Auto Finance Trouble

by Kent Anderson, Oregon Bankruptcy Attorney

Much has been written over the last year about the home loan industry. The newspapers are full of stories about lender bankruptcy and legislation to save homes from foreclosure.

However, a new problem is beginning to surface. Clever investment bankers, not limiting themselves to securitization of home loans, have managed to create huge investment pools for many other types of consumer loans. Automobile loans are now funded, to a large extent, by these investment pools.

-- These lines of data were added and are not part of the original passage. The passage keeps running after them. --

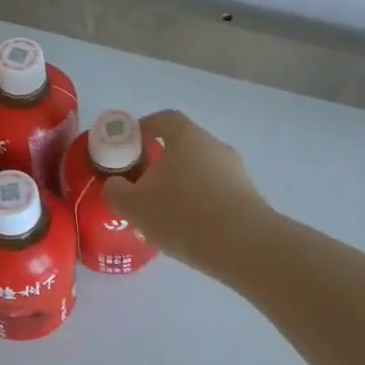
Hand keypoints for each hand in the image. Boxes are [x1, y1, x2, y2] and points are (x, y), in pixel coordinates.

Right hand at [103, 110, 274, 273]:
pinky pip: (217, 191)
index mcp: (187, 137)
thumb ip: (117, 192)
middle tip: (144, 187)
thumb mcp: (136, 207)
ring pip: (201, 171)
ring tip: (166, 214)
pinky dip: (202, 202)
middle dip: (162, 163)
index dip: (145, 127)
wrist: (244, 245)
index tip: (130, 142)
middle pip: (184, 146)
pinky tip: (191, 228)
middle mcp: (214, 145)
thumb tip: (115, 185)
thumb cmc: (183, 215)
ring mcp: (236, 170)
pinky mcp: (249, 195)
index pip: (164, 119)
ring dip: (183, 185)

With the economy declining, the auto finance industry is facing a challenge as well. Fitch Ratings released a report last week detailing its concerns about funding for the largest automobile financing businesses. An article in the News Observer explains the report and quotes Meghan Crowe, Director in Fitch’s Financial Institutions group, as saying:

“The same headwinds will lead to further asset quality deterioration in 2008, and recent dislocations in the bond insurance and capital markets heighten the potential that funding costs and liquidity pressures will be greater in 2008 than we saw last year.”

That is quite a mouthful, but it seems to say that investors in auto finance pools are facing an uncertain future. Fanciful language aside, it sounds like much of the consumer finance industry gets its funding from outside investors.

With the security of these investments in question, the rates for consumer loans will have to increase to compensate for the risk. This does not look good for our economic future.